Garendor glowered at his mother as he moved toward her across the dock. “Why has my father not come to greet me, his triumphant son returned? Where is he?”

“He is waiting for you. In the council hall.”

“And he sent you to fetch me?”

Vana wagged her head. “He sent Olbe to retrieve you,” she answered, gesturing at the palace lord who stood a few paces behind her. “I… I came to greet you.”

“You came to greet my brother,” Garendor spat. “But I will have you know, that Eldor is not here. He sits across the sea and speaks sedition. He has proven himself a traitorous son, a pathetic excuse for a prince.”

Queen Vana blinked, an invisible smile surfacing behind her luminous onyx eyes.

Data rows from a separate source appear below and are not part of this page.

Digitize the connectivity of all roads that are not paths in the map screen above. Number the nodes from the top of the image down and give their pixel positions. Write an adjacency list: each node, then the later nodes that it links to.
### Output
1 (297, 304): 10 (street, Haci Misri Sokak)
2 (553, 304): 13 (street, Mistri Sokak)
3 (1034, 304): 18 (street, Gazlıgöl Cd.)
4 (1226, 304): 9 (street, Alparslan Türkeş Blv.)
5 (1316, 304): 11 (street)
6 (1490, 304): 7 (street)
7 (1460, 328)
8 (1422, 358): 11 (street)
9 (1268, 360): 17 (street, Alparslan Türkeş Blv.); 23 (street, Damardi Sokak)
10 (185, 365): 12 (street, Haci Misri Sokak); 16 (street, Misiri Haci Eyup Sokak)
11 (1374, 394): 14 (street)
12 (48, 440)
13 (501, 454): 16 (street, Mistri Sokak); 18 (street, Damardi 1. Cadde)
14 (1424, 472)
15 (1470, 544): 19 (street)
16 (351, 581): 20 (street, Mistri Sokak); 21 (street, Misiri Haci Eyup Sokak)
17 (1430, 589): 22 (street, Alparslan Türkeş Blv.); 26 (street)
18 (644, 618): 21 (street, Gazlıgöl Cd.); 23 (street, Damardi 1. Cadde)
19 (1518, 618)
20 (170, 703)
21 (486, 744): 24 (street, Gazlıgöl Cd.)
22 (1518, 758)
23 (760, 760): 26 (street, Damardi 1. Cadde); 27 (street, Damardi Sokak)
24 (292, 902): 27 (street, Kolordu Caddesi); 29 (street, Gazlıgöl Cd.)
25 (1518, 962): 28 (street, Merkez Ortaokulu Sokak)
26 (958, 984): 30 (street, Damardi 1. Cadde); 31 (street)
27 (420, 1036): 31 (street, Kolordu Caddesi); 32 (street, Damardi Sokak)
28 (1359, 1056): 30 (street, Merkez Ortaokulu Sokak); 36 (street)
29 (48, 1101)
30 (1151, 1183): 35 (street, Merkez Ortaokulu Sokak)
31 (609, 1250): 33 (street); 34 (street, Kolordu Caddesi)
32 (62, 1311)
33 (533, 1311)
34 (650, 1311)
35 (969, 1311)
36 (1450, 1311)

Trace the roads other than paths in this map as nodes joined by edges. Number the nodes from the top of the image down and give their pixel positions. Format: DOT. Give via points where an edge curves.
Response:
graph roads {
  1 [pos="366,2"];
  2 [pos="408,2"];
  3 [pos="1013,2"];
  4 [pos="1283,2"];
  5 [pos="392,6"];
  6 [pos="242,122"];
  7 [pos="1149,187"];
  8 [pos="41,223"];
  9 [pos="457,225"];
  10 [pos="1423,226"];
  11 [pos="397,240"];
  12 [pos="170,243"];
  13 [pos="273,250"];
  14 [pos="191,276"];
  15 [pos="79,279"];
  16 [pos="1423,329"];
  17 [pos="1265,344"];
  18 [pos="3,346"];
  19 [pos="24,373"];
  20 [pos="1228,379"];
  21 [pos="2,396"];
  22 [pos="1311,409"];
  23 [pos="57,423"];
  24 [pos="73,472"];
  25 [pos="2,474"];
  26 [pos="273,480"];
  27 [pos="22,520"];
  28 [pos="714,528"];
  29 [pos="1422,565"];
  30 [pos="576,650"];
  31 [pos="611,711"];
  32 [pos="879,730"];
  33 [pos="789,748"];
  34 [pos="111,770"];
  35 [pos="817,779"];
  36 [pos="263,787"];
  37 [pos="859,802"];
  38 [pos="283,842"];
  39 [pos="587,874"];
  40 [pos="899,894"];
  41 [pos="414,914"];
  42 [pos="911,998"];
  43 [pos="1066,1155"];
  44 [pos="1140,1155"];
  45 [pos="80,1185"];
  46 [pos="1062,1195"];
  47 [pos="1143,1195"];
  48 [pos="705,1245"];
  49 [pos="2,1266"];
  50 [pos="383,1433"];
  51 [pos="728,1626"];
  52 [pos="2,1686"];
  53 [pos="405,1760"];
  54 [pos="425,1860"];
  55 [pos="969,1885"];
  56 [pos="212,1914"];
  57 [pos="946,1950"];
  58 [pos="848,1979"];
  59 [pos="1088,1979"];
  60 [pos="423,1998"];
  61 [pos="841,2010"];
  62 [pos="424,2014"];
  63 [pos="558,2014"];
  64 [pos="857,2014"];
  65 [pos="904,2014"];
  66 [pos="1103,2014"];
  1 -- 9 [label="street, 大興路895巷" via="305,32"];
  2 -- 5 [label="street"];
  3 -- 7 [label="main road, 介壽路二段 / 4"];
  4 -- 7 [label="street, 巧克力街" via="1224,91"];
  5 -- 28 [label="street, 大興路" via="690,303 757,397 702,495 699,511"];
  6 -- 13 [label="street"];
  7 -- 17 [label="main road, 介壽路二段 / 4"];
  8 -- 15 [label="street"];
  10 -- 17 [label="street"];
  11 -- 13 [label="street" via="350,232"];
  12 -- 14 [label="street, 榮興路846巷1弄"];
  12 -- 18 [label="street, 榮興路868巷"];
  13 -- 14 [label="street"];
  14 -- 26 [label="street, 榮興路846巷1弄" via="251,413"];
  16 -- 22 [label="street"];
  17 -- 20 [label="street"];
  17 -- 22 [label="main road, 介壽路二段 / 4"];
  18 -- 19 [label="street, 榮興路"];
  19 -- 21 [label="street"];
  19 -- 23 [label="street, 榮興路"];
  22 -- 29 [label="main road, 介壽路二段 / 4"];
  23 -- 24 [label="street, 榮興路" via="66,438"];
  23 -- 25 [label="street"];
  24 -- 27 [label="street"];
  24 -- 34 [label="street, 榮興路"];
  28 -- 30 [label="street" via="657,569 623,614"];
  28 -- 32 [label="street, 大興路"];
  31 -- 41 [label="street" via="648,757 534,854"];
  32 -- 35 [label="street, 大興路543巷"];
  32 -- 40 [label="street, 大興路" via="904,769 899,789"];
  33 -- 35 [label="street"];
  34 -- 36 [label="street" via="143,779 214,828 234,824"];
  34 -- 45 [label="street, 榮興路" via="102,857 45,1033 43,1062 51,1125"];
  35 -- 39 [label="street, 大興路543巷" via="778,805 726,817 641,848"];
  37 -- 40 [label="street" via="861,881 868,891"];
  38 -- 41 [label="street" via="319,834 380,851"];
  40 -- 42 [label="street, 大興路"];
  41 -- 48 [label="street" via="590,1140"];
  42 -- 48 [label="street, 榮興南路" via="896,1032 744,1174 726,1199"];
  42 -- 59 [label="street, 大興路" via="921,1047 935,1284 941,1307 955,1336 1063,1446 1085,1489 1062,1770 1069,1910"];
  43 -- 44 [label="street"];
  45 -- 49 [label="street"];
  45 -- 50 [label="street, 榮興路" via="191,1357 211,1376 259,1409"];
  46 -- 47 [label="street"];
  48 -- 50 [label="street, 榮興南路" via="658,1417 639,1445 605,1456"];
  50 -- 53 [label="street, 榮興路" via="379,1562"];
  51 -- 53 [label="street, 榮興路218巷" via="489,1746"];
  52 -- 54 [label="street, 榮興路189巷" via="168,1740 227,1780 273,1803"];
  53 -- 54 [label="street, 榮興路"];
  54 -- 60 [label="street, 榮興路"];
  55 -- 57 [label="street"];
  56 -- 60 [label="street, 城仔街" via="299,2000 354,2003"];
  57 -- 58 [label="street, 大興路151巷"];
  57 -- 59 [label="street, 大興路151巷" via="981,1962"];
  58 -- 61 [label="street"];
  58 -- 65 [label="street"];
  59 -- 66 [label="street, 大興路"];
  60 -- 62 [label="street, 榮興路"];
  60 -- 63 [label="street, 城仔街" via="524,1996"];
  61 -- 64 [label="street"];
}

Sedition against the empire, treason against the king—that meant that Eldor had been faithful to his promise to his mother, and to the world. Of that, the queen was glad, and deeply proud.

“Very well,” she pronounced, meaning these words more literally than the phrase let on, “Olbe will take you to see your father.”

Garendor stormed ahead, past Olbe, who followed mutely at the general’s heels.

From the far head of the table in the great hall, Xor could hear the heavy footfalls of his second-born prince through the closed doors long before he shoved them open and strode inside.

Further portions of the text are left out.